First, much of the financing of the US C/A deficit is coming from central banks, particularly in Asia. These are buying dollars to prevent their currencies from appreciating. Nothing conspiracy or irrational here, purely utility maximisation. They are not buying US assets because they like the yields or the credit quality, they are buying them to prevent their currencies from appreciating in order to support their export growth. This is sustainable for the Asians and the US until this export growth creates positive output gaps and raises inflation to above policy thresholds in Asia. Once rises above these thresholds, the Asian governments will have to allow appreciation of their nominal effective exchange rates. But, really, it doesn't matter, because if they choose to allow inflation to rise rather than appreciate their currencies their real exchange rates will still appreciate. So part of the needed adjustment in the US real exchange rate will still come.

Second, the main financing item in the US capital accout has been inflows into US corporate credit. Again, no conspiracy theories about hedge funds too chicken to place bets are needed. US corporate credit fundamentals are currently the best in years. Default rates have plunged and net debt levels for the corporate sector have fallen. Many corporates are sitting on large cash positions.

So the strength of the dollar has come in part from the policy decisions of Asian and some other central banks and in part from the WILLING decision of the private sector to buy US corporate credit and, in the process, finance the US C/A deficit.

The above fits beautifully with why the dollar has fallen recently. The resurgence of concerns about the credit quality at GM combined with Elliot Spitzer's go at the insurance industry to cause a sell-off in US credit. As inflows into US corporate credit slowed at the margin, financing for the C/A deficit diminished on the margin, i.e. at the say mid-October value of the dollar, and so the price of the dollar fell to reestablish equilibrium. That process is still underway.

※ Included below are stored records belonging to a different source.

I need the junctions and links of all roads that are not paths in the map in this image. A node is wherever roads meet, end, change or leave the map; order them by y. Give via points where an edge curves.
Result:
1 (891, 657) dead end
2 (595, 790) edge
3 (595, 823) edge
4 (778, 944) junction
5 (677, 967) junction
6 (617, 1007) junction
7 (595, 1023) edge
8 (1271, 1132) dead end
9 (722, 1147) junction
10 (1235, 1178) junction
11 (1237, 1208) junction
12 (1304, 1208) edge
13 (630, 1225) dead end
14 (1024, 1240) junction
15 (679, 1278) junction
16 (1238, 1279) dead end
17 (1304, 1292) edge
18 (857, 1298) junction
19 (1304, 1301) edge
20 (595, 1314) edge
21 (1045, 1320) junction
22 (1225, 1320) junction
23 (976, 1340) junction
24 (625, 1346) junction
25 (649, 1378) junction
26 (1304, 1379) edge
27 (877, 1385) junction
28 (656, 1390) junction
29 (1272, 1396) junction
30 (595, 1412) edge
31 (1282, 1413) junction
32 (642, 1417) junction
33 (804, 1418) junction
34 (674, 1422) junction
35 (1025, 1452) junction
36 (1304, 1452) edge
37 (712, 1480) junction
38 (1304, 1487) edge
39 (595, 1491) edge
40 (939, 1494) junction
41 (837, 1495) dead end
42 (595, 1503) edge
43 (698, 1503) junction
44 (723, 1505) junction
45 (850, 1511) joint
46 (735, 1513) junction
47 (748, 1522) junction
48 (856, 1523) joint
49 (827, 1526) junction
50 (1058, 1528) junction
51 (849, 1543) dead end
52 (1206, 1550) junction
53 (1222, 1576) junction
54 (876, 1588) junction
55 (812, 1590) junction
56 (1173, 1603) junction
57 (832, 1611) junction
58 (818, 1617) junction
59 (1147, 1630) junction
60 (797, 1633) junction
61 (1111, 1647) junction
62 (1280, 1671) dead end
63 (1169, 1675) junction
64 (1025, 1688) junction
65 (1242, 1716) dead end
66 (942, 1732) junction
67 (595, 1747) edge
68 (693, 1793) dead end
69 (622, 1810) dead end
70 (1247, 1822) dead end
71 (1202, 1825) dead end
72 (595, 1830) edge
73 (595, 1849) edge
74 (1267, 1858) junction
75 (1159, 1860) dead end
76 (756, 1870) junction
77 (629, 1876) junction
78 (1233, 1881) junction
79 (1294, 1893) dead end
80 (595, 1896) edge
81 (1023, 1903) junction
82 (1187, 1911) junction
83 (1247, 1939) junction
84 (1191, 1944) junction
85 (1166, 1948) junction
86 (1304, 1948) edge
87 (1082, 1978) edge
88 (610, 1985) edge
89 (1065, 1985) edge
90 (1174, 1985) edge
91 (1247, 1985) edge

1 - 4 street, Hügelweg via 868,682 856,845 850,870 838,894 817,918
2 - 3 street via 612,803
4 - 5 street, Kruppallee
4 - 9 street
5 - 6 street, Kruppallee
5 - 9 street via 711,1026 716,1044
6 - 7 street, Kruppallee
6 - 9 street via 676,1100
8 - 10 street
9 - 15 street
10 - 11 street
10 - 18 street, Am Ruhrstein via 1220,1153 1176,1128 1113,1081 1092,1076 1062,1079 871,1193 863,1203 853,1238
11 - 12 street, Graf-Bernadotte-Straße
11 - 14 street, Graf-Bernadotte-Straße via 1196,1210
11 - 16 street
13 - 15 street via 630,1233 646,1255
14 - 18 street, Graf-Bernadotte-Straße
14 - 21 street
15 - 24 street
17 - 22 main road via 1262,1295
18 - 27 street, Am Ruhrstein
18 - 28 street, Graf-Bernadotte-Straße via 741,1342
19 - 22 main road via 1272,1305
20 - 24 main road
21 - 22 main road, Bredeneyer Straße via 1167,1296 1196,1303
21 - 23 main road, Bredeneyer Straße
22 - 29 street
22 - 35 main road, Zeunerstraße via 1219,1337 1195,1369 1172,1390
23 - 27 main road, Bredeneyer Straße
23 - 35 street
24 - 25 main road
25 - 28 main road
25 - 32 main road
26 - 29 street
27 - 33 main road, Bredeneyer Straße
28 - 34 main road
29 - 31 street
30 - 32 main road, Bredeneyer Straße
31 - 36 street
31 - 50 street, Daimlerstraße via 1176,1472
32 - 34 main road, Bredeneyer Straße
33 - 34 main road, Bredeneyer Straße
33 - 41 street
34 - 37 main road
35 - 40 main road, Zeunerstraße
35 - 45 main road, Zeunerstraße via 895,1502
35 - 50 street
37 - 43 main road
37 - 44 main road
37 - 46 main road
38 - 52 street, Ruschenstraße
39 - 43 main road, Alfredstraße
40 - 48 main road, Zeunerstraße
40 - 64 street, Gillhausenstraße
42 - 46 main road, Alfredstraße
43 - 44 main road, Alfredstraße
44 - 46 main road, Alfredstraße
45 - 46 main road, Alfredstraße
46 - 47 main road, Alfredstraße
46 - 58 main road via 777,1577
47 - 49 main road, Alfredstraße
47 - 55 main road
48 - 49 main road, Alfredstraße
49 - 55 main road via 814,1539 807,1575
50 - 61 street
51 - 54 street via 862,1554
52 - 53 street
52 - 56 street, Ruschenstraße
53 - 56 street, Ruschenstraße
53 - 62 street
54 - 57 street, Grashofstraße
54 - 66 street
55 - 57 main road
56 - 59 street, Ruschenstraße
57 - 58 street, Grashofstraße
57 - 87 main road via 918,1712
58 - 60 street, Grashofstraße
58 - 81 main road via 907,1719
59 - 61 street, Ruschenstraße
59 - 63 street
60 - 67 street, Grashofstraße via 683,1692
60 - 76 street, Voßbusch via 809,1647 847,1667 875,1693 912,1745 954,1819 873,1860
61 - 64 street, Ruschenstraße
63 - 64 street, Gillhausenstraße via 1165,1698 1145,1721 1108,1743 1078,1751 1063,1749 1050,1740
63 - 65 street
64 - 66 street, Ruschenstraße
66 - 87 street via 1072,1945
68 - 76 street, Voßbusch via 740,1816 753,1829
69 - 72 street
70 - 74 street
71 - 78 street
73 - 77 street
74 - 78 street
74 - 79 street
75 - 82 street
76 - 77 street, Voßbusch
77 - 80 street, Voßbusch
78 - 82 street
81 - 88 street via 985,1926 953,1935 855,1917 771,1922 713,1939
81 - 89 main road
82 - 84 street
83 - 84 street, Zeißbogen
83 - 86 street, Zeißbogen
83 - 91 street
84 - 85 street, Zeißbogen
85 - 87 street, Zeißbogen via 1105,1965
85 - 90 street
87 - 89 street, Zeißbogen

What about the Asian central banks? They are still buying dollars managing their currencies.
However, most are doing this on an effective exchange rate basis against the background of rising inflation in Asia. With the dollar weakening against the G10 currencies, and inflation in Asia now enough of a problem to make its governments wary of further imported inflation, the region needs to allow its currencies to appreciate somewhat against the dollar to prevent its effective exchange rates from depreciating.

I used to like this page for its economic analysis. Please, a little less Krugmanesque political agenda and a bit more serious economic analysis.

Best regards

Posted by: Ray Farris at November 8, 2004 04:57 PM

From a technicial analysis standpoint the double floor created around Jan '04 was taken out in this week's last move. Traders should buy Euro futures contracts at something like Oct04 + (Arp04-Jan04).

Also, about European stock indicies, many of the (large) compaines making up the index have substansial sales and profits in the U.S. When those profits go back to Europe they get converted to Euros and lose value. The value of bonds should move close to the Euro - though I forget if they move together or opposite each other.

Posted by: NotLiabile at November 8, 2004 10:00 PM

If the Dollar Collapses won't it bring down the euro also? If so then buying Euro's is not safe either... Right???